Issue: Vojnosanit Pregl 2016; Vol. 73 (No. 10):
Endovascular treatment of the subclavian artery aneurysm in high-risk patients – A single-center experience
Authors:
Ivan Marjanović, Aleksandar Tomić, Nebojša Marić, Danijela Pecarski, Momir Šarac, Dragana Paunović, Siniša Rusović
Background/Aim. Subclavian artery aneurysm (SAA) is a rare disease, but with serious complications. Recently, besides open surgical procedure, appearance of the stent-grafts enables endovascular reconstruction. We presented our first experience with endovascular treatment of 6 SAA occurring in five male and one female patient. Methods.

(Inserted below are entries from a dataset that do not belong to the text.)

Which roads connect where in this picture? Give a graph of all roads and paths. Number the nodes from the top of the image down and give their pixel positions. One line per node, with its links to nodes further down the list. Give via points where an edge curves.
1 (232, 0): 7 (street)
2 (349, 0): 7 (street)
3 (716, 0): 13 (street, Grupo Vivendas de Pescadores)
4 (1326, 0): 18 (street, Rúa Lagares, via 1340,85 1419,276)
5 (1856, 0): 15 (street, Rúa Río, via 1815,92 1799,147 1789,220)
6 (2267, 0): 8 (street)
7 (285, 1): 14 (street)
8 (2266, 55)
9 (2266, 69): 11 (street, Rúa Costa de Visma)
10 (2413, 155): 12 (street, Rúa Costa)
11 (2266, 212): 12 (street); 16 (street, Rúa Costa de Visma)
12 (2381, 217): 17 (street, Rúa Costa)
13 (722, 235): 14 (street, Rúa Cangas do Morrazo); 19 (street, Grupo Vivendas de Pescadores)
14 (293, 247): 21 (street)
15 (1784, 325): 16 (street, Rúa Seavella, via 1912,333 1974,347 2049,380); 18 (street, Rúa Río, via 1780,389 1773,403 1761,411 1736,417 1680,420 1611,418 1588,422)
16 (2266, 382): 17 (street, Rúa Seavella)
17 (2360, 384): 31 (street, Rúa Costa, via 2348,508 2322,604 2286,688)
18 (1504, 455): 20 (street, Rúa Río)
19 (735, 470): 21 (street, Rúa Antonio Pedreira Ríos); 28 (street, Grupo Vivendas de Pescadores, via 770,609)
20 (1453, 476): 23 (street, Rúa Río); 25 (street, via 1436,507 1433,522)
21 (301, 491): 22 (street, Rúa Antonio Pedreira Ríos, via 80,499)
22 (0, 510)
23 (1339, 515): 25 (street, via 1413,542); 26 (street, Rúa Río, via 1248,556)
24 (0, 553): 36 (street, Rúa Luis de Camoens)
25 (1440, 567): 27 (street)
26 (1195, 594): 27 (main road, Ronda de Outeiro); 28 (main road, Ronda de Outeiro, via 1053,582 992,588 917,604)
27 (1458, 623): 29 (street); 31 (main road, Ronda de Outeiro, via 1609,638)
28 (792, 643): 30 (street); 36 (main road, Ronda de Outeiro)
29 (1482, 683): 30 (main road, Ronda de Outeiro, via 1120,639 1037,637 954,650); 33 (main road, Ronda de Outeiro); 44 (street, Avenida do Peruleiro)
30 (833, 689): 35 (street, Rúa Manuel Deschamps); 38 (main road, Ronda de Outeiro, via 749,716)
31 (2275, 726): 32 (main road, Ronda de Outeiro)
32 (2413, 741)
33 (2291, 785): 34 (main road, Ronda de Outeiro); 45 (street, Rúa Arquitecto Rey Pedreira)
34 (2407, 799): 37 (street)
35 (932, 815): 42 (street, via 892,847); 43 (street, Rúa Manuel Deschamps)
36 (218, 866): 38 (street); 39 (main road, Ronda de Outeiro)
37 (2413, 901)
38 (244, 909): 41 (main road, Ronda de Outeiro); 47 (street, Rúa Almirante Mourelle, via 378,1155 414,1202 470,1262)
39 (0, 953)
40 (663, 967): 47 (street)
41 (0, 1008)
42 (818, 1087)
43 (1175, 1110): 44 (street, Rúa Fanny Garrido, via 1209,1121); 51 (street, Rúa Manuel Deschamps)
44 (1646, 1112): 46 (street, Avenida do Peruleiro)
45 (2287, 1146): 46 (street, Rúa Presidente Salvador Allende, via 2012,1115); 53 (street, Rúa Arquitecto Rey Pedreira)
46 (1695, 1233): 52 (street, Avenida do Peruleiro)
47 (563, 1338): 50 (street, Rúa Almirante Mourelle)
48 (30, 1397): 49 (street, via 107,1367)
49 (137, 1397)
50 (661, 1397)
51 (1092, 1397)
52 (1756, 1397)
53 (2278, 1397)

All the patients, in our studies, according to ASA classification were at high risk of open repair of SAA. The etiology of all aneurysms was atherosclerotic degeneration of the artery. Two aneurysms were at intrathoracic location, and the other ones were extrathoracic. Symptoms related to SAA were present in two of the patients, compression and chest pain in one, and hemorrhage shock in another one. Other patients were asymptomatic. We preferred the Viabhan endoprosthesis for endovascular repair in 5 cases. In one patient with rupture of SAA, who was at high risk of open repair we performed a combined endovascular procedure. First of all, we covered the origin of the left subclavian artery with thoracic stent graft and after that put two coils in a proximal part of the subclavian artery. Results. There was no operative mortality, and the early patency rate was 100%. The follow-up period was from 3 months to 3 years. During this period, one patient died of heart failure and another one required endovascular reoperation due to endoleak type I. Conclusion. Endovascular treatment is recommended for all patients with SAA whenever it is possible due to anatomical reasons especially in high-risk patients with intrathoracic localization of aneurysm, to prevent potential complications.